‘Love with Grit’: Delivering Care to the Homeless

February 25, 2019
Providers use Epic’s mobile tools in visits with patients experiencing homelessness

As part of the Street Medicine program, Lehigh Valley Health Network providers are heading out of their offices and onto the streets to care for their community’s most vulnerable members.

Since the program launched, both ED usage and inpatient days for patients experiencing homelessness have decreased by over 80%, and readmissions are down nearly 70%. These street visits are especially critical for the many patients experiencing homelessness who also live with two or more serious illnesses such as hypertension, cancer, or HIV/AIDS.

Mobile technology allows providers to access patients’ health records, no matter where the visit takes place. Using Haiku and Canto, Epic’s smartphone and tablet apps, providers document patients’ health history, medications, care teams, and other information.

Not only are patient outcomes improving, but LVHN has also seen significant savings. As part of its visits, the Street Medicine team provides patients with the forms required to enroll in Medicare or Medicaid. When equipped with insurance to cover the preventive care they need, patients use high-cost emergency services less frequently. When the program began, less than a quarter of enrolled patients were insured. Now, over 75% are covered.
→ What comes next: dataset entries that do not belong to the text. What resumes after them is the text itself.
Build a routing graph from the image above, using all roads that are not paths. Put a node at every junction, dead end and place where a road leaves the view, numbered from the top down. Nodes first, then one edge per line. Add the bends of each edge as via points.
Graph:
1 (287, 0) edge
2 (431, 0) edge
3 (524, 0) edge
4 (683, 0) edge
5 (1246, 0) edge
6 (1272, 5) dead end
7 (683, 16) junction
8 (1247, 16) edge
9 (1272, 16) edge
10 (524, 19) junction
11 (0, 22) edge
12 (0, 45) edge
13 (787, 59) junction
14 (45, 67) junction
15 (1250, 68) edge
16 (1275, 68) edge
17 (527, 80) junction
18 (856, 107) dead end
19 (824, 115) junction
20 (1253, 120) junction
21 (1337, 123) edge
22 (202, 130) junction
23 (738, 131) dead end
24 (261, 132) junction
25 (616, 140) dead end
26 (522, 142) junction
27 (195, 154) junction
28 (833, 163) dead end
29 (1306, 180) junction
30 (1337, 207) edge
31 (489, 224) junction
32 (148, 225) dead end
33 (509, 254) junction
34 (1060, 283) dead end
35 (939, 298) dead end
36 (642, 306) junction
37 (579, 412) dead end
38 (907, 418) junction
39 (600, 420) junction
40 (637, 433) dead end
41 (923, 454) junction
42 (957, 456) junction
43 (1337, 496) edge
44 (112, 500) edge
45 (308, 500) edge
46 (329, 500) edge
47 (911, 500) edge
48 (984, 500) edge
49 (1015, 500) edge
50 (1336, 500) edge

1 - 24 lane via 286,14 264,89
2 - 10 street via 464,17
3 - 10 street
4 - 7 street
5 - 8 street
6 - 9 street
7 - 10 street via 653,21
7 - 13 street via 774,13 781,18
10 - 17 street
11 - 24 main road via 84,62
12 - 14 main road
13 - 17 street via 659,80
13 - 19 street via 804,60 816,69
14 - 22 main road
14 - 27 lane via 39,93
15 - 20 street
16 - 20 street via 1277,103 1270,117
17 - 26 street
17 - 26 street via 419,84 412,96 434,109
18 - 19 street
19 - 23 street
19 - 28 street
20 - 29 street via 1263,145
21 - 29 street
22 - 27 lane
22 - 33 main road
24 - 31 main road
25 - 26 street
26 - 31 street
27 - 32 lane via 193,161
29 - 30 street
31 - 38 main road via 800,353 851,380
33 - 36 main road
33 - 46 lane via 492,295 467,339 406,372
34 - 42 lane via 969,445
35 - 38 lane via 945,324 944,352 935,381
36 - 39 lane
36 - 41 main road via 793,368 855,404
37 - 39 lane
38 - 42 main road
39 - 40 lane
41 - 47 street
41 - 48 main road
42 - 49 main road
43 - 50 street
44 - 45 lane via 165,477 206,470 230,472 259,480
LVHN estimates a financial impact from the program of over $3.7 million from sources including revenue and cost savings from avoided ED and inpatient visits.

“We call our approach ‘love with grit,’” said Laura LaCroix, former clinical coordinator for the LVHN Street Medicine Community Health Department. “We believe that every patient matters, no matter where they live, so these patients deserve the same level of care that patients in our primary care clinic receive.”